**WHAT IS EXPECTED**
Say how many lines of the listing below include the word "from", with no other output.
[ENTRIES SHOWN — start]
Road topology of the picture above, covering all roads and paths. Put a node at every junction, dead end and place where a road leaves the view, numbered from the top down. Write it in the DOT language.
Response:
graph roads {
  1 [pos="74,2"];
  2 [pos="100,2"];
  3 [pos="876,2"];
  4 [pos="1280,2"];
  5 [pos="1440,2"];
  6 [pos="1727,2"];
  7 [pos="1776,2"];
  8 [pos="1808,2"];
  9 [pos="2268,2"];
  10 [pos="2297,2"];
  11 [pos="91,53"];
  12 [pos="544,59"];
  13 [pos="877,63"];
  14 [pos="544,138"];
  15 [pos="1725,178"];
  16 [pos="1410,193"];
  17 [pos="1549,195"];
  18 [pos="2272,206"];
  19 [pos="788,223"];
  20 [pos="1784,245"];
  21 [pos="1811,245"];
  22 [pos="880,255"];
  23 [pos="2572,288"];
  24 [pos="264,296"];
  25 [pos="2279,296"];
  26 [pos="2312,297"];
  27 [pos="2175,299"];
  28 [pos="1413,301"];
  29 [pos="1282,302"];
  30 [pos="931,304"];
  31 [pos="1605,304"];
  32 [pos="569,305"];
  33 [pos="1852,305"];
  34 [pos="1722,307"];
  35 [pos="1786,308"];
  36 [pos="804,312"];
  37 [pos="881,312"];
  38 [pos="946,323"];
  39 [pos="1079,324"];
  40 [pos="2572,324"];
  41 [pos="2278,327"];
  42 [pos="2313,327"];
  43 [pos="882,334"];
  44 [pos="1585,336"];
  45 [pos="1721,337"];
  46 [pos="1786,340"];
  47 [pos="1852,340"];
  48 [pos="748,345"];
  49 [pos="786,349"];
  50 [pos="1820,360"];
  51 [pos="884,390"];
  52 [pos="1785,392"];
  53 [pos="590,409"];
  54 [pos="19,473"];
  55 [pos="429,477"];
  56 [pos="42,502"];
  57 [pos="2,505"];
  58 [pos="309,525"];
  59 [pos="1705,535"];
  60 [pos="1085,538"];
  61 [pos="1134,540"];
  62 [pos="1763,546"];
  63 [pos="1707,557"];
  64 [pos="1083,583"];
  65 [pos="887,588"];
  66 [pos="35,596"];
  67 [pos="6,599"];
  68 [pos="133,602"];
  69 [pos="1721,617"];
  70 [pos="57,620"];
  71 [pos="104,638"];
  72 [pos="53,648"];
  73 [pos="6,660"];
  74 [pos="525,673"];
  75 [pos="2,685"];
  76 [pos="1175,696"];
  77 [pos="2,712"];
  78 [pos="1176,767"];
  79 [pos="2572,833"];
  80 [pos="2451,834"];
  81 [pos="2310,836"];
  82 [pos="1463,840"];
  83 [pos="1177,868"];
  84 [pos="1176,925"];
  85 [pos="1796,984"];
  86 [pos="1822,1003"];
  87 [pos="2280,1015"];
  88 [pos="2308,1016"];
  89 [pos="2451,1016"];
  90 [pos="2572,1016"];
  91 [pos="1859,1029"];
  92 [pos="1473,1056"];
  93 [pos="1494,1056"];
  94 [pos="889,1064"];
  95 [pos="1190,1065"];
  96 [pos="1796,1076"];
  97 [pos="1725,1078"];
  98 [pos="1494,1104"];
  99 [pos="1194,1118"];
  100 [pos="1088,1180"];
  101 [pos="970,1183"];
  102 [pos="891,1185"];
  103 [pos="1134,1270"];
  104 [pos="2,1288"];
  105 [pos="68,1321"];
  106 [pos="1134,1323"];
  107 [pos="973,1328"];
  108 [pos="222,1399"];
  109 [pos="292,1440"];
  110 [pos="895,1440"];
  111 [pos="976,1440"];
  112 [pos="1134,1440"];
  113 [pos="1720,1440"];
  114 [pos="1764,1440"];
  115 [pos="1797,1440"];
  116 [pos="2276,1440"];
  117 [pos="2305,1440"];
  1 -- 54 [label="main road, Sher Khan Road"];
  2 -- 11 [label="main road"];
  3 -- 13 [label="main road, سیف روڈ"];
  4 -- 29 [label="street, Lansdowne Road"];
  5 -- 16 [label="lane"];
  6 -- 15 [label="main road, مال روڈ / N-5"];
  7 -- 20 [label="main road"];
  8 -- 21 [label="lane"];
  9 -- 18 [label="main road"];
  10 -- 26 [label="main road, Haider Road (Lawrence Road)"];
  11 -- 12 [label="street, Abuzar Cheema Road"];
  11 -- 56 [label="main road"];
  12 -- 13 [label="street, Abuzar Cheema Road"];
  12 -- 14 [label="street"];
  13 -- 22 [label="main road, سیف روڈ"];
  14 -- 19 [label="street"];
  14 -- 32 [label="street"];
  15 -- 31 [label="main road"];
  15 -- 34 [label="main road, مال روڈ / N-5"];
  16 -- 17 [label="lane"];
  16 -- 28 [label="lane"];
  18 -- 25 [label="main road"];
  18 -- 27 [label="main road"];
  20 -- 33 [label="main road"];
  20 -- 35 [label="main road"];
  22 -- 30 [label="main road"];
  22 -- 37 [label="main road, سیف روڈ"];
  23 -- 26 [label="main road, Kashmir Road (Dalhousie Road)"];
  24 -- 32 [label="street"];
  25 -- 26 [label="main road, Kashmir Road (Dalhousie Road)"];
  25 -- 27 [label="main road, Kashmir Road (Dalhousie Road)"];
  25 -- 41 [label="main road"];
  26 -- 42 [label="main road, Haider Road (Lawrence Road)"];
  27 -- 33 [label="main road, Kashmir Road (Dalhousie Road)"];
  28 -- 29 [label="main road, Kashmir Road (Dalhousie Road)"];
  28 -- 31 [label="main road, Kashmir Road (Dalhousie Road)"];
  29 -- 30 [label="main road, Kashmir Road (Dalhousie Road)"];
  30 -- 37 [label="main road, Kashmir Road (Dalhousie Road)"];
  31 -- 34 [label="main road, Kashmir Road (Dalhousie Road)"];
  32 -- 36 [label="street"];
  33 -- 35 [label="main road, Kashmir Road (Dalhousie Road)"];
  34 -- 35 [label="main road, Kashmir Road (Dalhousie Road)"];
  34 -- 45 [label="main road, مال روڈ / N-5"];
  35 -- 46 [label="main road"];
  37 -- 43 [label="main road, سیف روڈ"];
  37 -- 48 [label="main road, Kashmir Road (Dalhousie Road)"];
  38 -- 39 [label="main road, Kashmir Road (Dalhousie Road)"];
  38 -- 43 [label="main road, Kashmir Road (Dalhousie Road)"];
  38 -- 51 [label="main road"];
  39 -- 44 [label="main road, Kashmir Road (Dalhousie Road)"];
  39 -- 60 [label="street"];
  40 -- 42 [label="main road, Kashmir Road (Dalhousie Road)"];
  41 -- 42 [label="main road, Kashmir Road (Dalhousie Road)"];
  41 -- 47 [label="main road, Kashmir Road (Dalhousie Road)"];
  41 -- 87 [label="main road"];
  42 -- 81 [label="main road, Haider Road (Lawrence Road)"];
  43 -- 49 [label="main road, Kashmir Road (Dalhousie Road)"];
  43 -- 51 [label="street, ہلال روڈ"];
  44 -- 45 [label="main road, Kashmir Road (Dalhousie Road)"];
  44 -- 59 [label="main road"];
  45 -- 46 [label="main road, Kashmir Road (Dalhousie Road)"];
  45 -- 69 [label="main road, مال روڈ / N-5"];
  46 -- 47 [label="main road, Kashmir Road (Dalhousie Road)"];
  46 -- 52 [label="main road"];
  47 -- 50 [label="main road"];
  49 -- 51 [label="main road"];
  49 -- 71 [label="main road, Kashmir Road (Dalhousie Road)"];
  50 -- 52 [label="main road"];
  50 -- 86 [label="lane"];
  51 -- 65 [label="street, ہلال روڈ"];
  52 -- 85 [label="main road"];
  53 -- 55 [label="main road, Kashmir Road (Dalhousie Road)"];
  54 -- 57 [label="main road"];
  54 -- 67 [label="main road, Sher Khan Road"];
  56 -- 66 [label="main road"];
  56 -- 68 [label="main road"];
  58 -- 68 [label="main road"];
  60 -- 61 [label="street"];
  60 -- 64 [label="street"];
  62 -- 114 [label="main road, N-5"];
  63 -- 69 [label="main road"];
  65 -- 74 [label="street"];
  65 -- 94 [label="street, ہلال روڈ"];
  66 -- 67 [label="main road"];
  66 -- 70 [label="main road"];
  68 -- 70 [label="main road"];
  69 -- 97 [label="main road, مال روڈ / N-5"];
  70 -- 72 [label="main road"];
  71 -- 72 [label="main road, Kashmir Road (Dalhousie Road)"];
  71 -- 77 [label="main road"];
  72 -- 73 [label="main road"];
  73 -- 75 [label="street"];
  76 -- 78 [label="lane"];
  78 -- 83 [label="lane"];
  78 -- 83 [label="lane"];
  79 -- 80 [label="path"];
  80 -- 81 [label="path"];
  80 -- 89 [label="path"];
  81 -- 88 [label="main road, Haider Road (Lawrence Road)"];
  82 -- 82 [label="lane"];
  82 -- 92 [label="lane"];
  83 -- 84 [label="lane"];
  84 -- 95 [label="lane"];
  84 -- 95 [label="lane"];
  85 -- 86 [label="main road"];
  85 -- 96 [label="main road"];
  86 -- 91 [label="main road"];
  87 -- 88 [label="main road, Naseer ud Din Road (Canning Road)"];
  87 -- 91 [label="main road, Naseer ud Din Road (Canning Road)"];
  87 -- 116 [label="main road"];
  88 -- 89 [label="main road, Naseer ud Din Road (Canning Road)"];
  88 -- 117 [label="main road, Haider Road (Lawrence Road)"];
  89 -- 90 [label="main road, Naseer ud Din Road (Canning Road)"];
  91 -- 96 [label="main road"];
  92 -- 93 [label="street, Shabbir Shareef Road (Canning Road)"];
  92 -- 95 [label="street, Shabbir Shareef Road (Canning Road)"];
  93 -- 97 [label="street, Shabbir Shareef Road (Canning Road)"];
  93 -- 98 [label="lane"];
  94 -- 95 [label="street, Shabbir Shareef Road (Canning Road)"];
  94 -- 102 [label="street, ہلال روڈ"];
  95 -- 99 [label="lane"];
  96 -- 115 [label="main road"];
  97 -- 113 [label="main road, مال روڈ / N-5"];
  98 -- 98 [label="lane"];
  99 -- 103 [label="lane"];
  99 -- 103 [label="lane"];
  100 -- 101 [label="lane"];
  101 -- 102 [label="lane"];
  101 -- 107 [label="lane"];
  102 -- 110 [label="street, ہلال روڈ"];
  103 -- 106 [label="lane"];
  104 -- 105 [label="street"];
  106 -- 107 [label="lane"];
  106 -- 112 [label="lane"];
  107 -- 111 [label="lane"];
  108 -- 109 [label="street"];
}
[ENTRIES SHOWN — finish]
[ENTRIES SHOWN — start]
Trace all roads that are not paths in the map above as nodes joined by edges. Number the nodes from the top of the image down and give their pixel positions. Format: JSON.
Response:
[ENTRIES SHOWN — finish]
**EXPECTED OUTPUT**
2